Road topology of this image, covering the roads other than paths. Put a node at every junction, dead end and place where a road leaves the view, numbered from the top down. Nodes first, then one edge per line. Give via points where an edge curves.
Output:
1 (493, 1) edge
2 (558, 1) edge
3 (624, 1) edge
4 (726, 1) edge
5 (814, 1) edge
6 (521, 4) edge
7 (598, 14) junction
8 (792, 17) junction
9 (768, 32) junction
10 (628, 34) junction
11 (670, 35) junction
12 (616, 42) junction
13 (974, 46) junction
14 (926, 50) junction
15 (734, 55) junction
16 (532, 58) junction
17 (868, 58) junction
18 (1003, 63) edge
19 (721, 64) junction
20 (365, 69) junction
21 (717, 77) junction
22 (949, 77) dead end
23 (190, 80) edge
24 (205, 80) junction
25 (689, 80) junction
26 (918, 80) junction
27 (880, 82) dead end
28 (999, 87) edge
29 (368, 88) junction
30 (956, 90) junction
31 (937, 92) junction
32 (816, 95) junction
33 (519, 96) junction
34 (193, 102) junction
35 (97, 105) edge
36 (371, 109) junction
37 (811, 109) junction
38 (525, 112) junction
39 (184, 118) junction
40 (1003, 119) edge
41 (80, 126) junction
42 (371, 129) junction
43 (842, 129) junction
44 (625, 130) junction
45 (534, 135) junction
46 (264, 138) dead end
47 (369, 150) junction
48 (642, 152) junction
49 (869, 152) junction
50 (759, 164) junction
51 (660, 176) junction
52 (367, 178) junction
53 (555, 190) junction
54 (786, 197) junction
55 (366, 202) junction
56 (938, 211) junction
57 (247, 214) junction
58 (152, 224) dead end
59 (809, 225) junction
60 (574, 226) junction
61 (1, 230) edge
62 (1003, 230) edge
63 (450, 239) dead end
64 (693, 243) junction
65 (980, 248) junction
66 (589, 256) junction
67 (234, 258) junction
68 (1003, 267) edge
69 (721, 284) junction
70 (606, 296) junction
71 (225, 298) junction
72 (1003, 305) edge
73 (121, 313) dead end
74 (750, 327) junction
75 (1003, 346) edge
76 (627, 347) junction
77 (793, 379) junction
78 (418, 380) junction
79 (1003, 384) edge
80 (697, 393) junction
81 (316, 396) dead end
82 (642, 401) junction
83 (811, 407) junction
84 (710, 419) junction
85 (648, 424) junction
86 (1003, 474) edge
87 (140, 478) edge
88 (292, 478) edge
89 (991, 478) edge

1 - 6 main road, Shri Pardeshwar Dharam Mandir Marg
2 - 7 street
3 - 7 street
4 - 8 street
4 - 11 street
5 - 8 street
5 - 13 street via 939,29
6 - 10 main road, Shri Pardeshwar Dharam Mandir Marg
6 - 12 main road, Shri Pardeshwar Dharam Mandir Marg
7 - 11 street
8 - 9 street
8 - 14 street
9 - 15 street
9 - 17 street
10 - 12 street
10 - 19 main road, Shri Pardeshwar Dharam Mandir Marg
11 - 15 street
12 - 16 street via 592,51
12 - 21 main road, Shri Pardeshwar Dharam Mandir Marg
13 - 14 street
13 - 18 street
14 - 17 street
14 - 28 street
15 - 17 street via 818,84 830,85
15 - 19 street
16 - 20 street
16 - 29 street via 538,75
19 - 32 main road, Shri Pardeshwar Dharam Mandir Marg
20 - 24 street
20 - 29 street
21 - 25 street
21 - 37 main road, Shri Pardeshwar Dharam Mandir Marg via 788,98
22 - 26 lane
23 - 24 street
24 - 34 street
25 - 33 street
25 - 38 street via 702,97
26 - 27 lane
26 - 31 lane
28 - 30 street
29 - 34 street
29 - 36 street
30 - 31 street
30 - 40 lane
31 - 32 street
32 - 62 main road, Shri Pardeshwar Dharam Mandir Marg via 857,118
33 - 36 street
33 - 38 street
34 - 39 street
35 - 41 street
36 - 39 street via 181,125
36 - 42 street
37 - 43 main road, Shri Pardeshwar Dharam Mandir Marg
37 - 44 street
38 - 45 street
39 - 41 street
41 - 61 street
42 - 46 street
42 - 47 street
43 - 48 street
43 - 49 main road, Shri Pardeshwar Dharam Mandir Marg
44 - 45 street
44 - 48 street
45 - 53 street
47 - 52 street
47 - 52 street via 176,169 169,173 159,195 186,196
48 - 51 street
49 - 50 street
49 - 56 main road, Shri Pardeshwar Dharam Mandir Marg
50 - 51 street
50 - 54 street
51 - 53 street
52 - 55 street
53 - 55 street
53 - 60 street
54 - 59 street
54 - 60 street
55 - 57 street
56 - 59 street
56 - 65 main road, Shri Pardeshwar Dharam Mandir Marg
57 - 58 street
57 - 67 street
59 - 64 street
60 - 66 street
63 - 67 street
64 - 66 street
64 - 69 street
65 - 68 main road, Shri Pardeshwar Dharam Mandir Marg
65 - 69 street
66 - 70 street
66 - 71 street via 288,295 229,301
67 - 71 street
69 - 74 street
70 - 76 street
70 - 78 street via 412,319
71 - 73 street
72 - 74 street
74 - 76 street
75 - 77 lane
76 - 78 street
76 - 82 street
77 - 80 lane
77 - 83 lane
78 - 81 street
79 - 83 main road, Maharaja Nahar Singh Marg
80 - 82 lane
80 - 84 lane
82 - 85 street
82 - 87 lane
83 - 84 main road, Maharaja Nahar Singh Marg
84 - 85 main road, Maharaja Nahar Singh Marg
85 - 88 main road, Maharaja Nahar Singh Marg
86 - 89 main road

Work instructions:
For every line in the data above that holds "Singh", return the line itself.

Written reply:
79 - 83 main road, Maharaja Nahar Singh Marg
83 - 84 main road, Maharaja Nahar Singh Marg
84 - 85 main road, Maharaja Nahar Singh Marg
85 - 88 main road, Maharaja Nahar Singh Marg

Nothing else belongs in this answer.